Statistics and data science has been developing rapidly in the sports industry for the past few decades. At first, many sports players couldn’t accept how people who never played professional sports could define their performance with some numbers. Now, data science is used everywhere in sports.
Esports is not an exception. As a card game, Hearthstone has more statistics available to everyone. However, competitive players rarely come to the same conclusion on the interpretation of the same given numbers.
Back around 2014, Hearthstone’s data was defined by opinions of the most popular streamers. ZachO, the founder and head of the Vicious Syndicate Data Reaper project, started writing Data Reaper Reports to analyze the game based on the numbers, not by how the game feels like.
We got a chance to talk with ZachO about Hearthstone, data science, and his experience over half a decade with more than 200 Data Reaper reports.
What motivated you to start writing Data Reaper reports?
Well.... Hearthstone was in the stone age when we started out, right. There was no public information about matchups and win rates. Players didn't have a way to pick decks based on what they wanted to beat. Tier lists were driven by player perceptions and feelings. Nobody knew what the best decks were. Sleeper strong decks struggled to get traction unless they were driven by a content creator.
It just made sense to start out with this content if we had the capabilities of doing that.

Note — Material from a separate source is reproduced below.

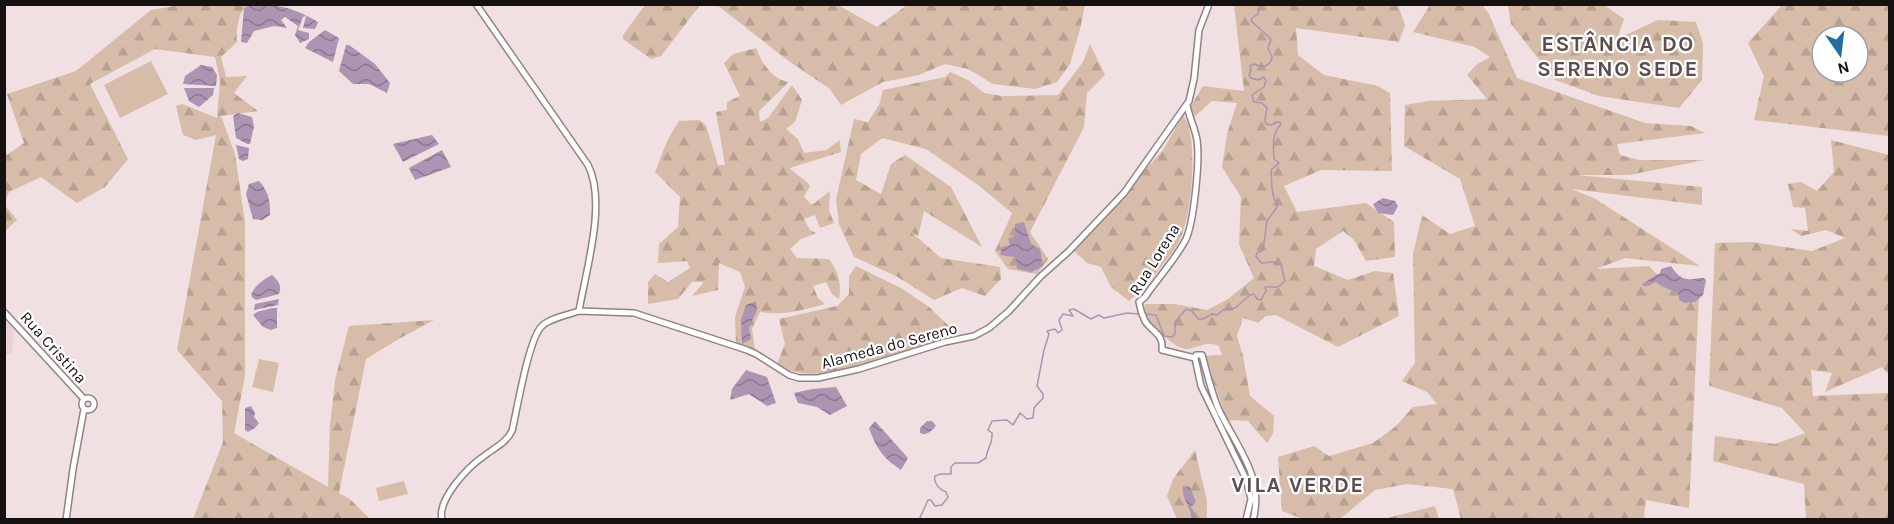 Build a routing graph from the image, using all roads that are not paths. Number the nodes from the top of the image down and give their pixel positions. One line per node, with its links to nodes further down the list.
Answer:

We had the capabilities, and I thought it would be content that could change the scene. It did.
The first time I read your article was when Che0nsu brought Reno Mage to a Korean tournament after reading Data Reaper report when no one thought Reno mage was a real deck.
Yes. Back in early Mean Streets of Gadgetzan, everyone thought that Reno Warlock was the best deck because Savjz hit #1 legend with it.
But on the first report of Mean Streets of Gadgetzan, we showed that wasn't the case, and Reno Mage was actually stronger. Reno Mage started to gain traction after that, blew up and became a core choice in every tournament line up, and Reno Warlock stagnated.
Were there any sleeper decks that players missed before Mean Streets of Gadgetzan?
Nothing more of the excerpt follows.